### EXERCISE GOAL
Wherever the word "lane" shows up in the data, report the line it sits in.

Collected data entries

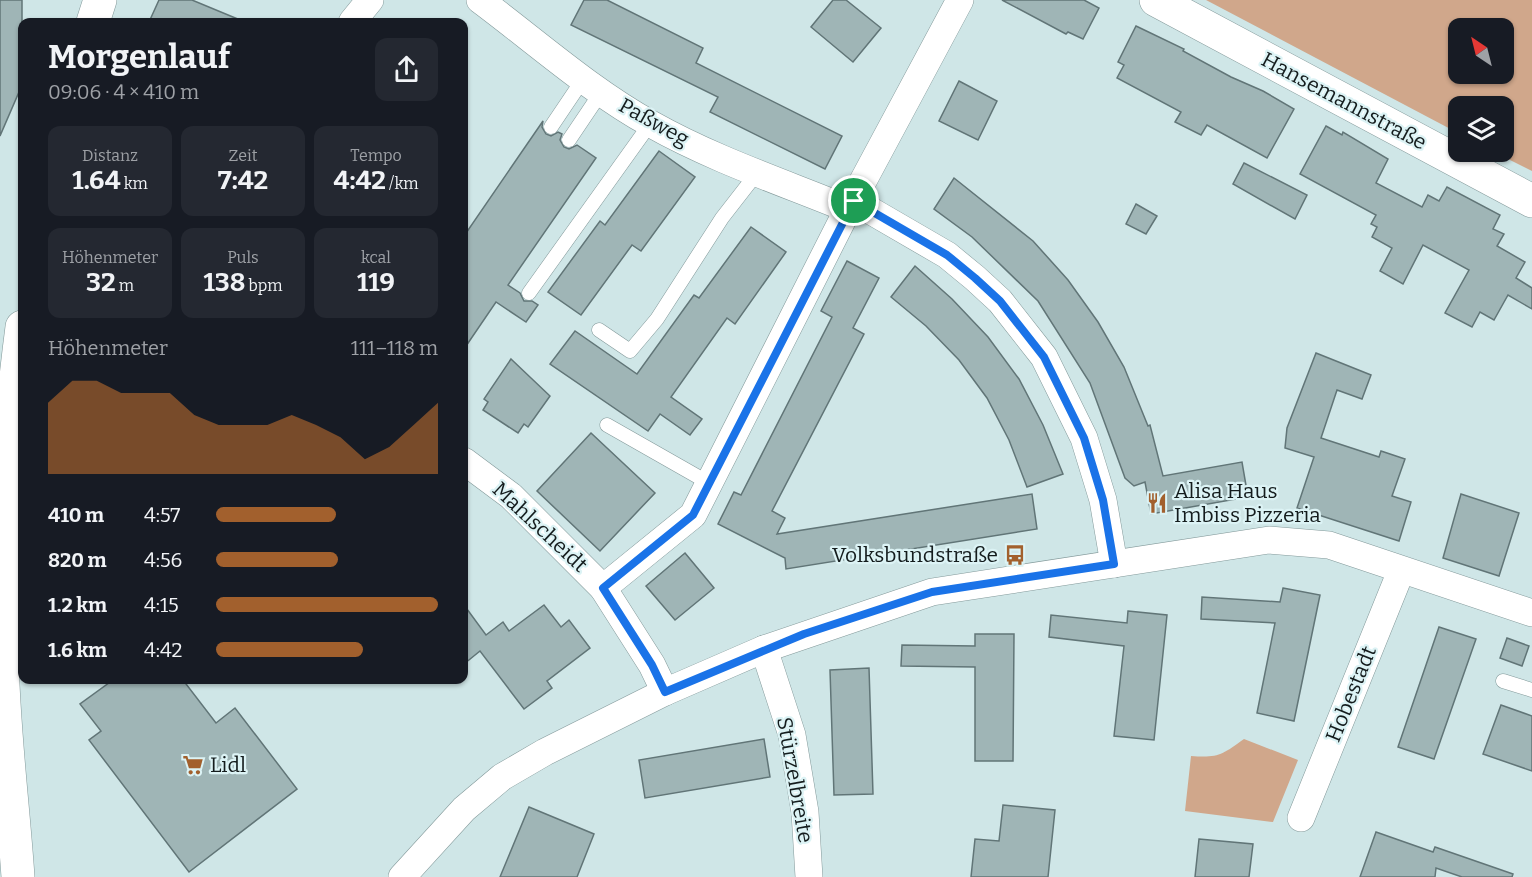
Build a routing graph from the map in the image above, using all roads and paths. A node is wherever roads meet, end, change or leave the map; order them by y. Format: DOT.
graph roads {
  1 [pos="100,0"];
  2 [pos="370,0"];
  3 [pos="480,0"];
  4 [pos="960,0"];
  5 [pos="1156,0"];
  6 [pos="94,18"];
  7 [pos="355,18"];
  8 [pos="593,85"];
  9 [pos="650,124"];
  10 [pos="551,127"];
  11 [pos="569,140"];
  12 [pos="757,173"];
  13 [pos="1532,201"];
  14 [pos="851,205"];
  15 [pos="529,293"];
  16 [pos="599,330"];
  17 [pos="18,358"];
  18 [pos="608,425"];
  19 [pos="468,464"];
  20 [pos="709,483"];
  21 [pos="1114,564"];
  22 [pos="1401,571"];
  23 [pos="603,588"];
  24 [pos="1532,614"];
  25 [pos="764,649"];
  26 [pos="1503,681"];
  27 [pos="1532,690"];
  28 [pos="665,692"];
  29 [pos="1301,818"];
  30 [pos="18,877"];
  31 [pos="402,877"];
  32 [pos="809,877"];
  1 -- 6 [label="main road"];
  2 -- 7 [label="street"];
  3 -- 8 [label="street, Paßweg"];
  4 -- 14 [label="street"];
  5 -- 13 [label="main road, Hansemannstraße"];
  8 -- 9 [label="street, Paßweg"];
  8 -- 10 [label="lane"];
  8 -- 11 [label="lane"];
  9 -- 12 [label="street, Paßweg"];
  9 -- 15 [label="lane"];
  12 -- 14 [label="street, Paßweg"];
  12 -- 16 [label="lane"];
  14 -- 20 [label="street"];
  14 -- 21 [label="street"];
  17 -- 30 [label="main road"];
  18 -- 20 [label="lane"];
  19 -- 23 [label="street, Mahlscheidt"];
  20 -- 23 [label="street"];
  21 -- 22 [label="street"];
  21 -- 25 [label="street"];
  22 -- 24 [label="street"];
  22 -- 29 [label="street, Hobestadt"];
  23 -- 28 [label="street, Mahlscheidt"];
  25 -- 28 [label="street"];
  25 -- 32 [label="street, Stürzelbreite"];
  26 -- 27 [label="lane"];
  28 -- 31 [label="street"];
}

### FINISHED EXERCISE
  8 -- 10 [label="lane"];
  8 -- 11 [label="lane"];
  9 -- 15 [label="lane"];
  12 -- 16 [label="lane"];
  18 -- 20 [label="lane"];
  26 -- 27 [label="lane"];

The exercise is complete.